5 Yea, and even they did spread forth into all parts of the land, into whatever parts it had not been rendered desolate and without timber, because of the many inhabitants who had before inherited the land.
6 And now no part of the land was desolate, save it were for timber; but because of the greatness of the destruction of the people who had before inhabited the land it was called desolate.
7 And there being but little timber upon the face of the land, nevertheless the people who went forth became exceedingly expert in the working of cement; therefore they did build houses of cement, in the which they did dwell.
8 And it came to pass that they did multiply and spread, and did go forth from the land southward to the land northward, and did spread insomuch that they began to cover the face of the whole earth, from the sea south to the sea north, from the sea west to the sea east.
9 And the people who were in the land northward did dwell in tents, and in houses of cement, and they did suffer whatsoever tree should spring up upon the face of the land that it should grow up, that in time they might have timber to build their houses, yea, their cities, and their temples, and their synagogues, and their sanctuaries, and all manner of their buildings.
10 And it came to pass as timber was exceedingly scarce in the land northward, they did send forth much by the way of shipping.
11 And thus they did enable the people in the land northward that they might build many cities, both of wood and of cement.”
Sounds like the best match in North America to me….
I see your reasoning of the idea that the Jaredites cut down ALL THE TREES & left some bodies laying on the ground and thats the ONLY reason it was called desolate.

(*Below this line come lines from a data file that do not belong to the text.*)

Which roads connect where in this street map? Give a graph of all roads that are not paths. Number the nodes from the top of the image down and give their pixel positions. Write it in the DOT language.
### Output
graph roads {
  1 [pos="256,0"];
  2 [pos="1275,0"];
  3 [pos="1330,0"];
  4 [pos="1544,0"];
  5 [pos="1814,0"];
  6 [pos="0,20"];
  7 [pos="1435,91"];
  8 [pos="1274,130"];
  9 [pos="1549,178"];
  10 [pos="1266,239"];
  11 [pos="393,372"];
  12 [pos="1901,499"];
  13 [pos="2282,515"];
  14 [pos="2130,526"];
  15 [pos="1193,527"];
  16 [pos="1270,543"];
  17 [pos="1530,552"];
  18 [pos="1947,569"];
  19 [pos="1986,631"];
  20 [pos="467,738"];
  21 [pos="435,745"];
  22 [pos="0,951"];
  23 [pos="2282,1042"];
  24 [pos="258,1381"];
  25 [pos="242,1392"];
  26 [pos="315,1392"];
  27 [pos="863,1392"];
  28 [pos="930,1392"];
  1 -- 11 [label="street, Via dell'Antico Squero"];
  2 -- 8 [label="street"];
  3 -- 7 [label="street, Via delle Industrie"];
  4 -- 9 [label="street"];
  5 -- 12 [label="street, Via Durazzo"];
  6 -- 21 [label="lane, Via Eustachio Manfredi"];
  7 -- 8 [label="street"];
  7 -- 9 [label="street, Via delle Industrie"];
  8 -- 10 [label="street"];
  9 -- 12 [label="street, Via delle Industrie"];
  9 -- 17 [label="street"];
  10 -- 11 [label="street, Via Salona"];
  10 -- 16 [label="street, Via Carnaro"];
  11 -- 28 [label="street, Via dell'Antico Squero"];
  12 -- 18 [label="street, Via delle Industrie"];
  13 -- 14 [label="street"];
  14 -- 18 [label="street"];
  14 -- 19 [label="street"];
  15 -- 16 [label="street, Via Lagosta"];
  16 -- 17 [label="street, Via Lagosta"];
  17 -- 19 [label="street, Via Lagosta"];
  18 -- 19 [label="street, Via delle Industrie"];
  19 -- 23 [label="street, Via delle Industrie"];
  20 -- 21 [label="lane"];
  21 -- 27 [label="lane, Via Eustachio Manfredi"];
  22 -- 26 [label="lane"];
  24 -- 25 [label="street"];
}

That doesn’t make a whole lot of sense to me, because it had been 100-250 years by that point. Plenty of time from trees to grow back. I think thats just one reason he states here of the obvious one he doesn’t state. Its desolate.

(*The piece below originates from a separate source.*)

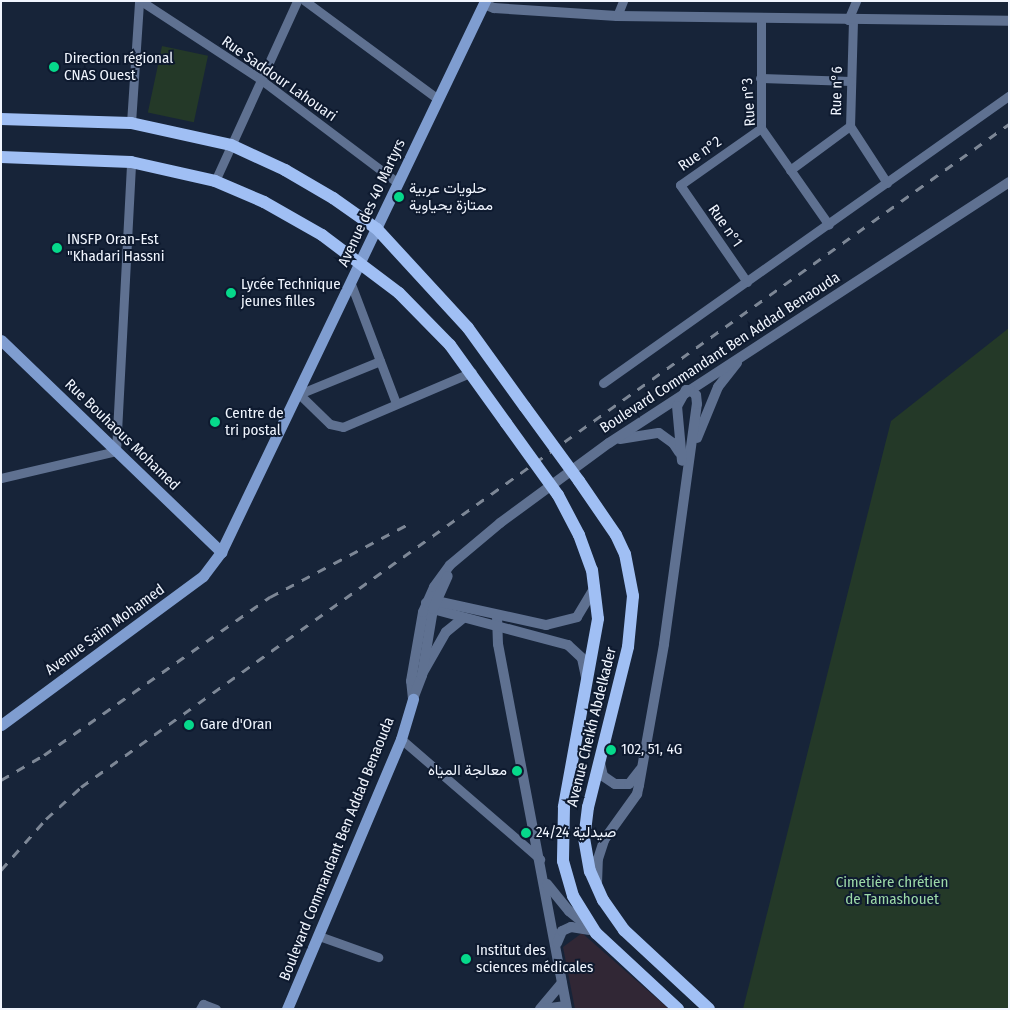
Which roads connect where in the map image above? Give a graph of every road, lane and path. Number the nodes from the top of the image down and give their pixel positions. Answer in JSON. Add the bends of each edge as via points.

The valley of mexico works for the ‘large body of water’ (not so much for bodies, but maybe they were including west mexico lakes). The many rivers also not so much. (compared to where they were coming from anyway)
I’m not going to be so lame as to say “that eliminates the Land of Desolation from being the valley of mexico”
But I do think the heartlanders have so much support because the eastern us really is a better land of many waters.